We may not even realize how much these personal narratives sway us. But they become the running commentary we tell ourselves that not only shapes the decisions we make but what we tell other people about ourselves. 

It does not matter if what we believe about ourselves is true or not.  The biggest tool to shaping your story isn’t having a realistic or unrealistic view of the world and your own abilities—it’s taking control of the stories that want to control you. 

Shaping Our Personal Story

Our mindset matters. It shapes the narrative in our heads. And what is in our heads makes a difference in how we live our lives. 

Our mindset should be in complete alignment with what we want to do. When it isn’t, the bridge between what we want and our ability to attain what we want becomes disconnected. 

Science backs this up. 

In 1975, researchers studied the personal attitudes toward aging among a group of 660 men and women aged 50 and above, and studied how their answers about aging influenced their lifespan 23 years later. They found that having a positive view about getting older affected the respondents’ longevity of life.
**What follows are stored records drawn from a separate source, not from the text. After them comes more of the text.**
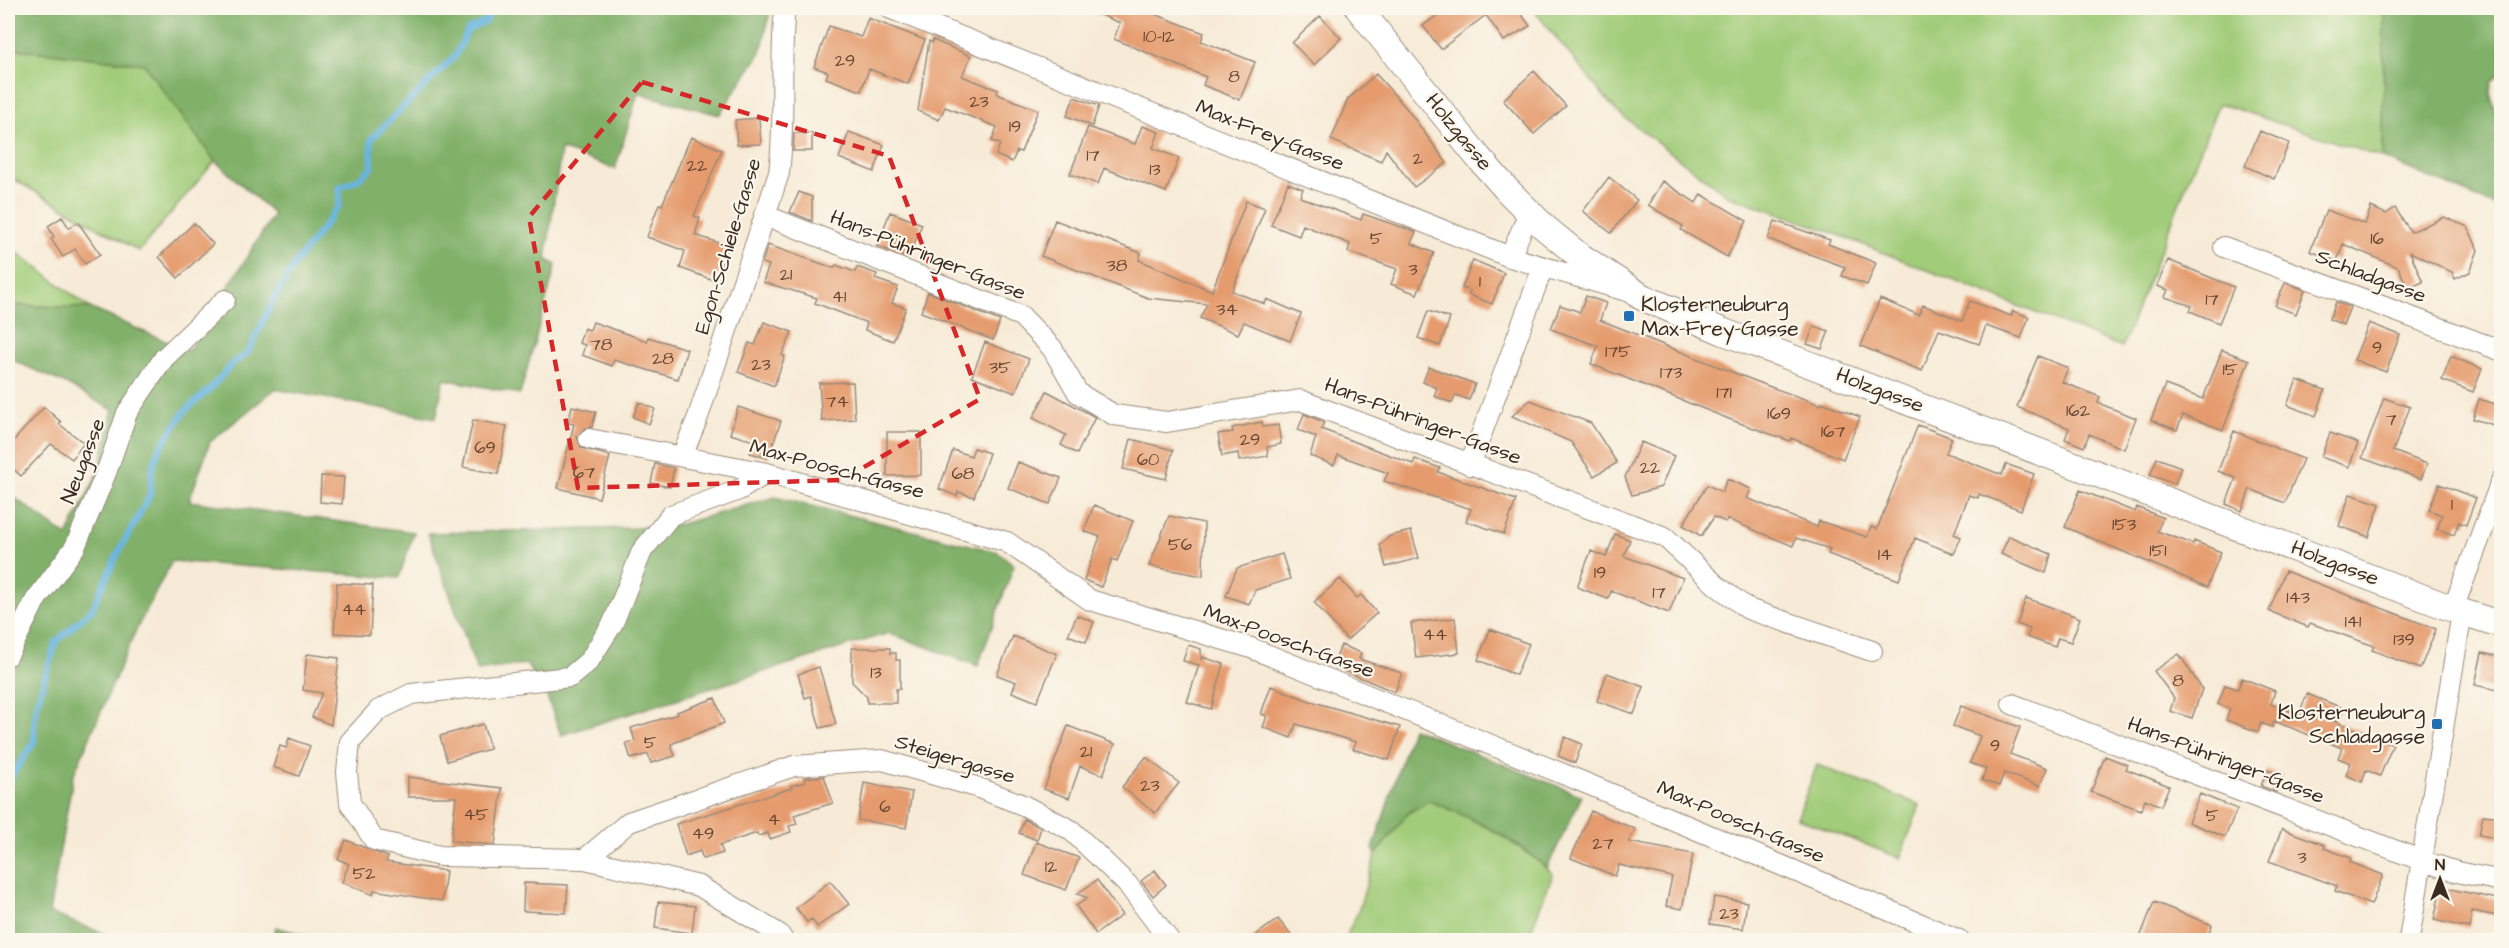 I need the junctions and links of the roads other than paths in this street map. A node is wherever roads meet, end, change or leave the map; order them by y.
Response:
1 (785, 8) edge
2 (889, 8) edge
3 (1358, 8) edge
4 (1529, 213) junction
5 (764, 215) junction
6 (2224, 247) dead end
7 (1510, 257) junction
8 (1543, 267) junction
9 (1638, 294) junction
10 (225, 300) dead end
11 (2502, 351) edge
12 (589, 439) dead end
13 (682, 456) junction
14 (1470, 465) junction
15 (767, 473) junction
16 (2502, 479) edge
17 (2457, 611) junction
18 (2502, 625) edge
19 (1872, 651) dead end
20 (8, 655) edge
21 (2012, 704) dead end
22 (585, 859) junction
23 (2423, 861) junction
24 (2502, 881) edge
25 (783, 940) edge
26 (1169, 940) edge
27 (1959, 940) edge
28 (2409, 940) edge

1 - 5 street, Egon-Schiele-Gasse
2 - 7 street, Max-Frey-Gasse
3 - 4 street, Holzgasse
4 - 7 street
4 - 9 street, Holzgasse
5 - 13 street, Egon-Schiele-Gasse
5 - 14 street, Hans-Pühringer-Gasse
6 - 11 street, Schladgasse
7 - 8 street, Max-Frey-Gasse
8 - 9 street, Max-Frey-Gasse
8 - 14 street
9 - 17 street, Holzgasse
10 - 20 street, Neugasse
12 - 13 street, Max-Poosch-Gasse
13 - 15 street, Max-Poosch-Gasse
14 - 19 street, Hans-Pühringer-Gasse
15 - 22 street
15 - 27 street, Max-Poosch-Gasse
16 - 17 street
17 - 18 street, Holzgasse
17 - 23 street
21 - 23 street, Hans-Pühringer-Gasse
22 - 25 street
22 - 26 street, Steigergasse
23 - 24 street, Hans-Pühringer-Gasse
23 - 28 street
Specifically, even when controlling for any other factor that could contribute to the outcome, the researchers concluded that those adults who had more positive self-perceptions of aging lived seven and a half years longer than those who had a negative view of growing older. 

When it comes to the stories we tell ourselves, attitude shapes how our story goes—and can even help determine how it ends. Our mindset can either help or hinder us. 

The right mindset enables us to feel competent and capable. It allows us to be open to new experiences even if we are not confident we will succeed at them. We can recognize that when we fail, we set ourselves up for future success by learning where our work is most needed. 

Rewriting Our Personal Story 

If you look up and realize you don’t like the direction your story is heading, change it. 

There is always time to rewrite the next chapter if you decide to act now. Take a step back and look at your life from a 1,000-foot view and write your story. Write down all the events that were formative in your life and continue writing down the cause and effect it’s had on your journey up to this point. 

With your story in hand, examine it and ask yourself three questions: 

  1. Where do I want this story to end?  
  2. What do I believe about myself right now that is preventing me from making that ending a reality? 
  3. What do I need to change about myself to accomplish that goal? 

Now that you know where you want to go, edit your story to make it a possibility.  

Think ahead in your personal narrative to where you want to see yourself. Then, work backward to determine what needs to be accomplished every step of the way until you are looking at what needs to be done today, in this moment, to help you reach your ultimate goal.

If you walk away from reading this post with only one thing in mind, let it be that, as you look toward the chapters of life ahead of you, you should always be aware that you are the one in control of the story being written. You control the behavior, the mindset, and how the outcomes are handled. Now go make it a page-turner!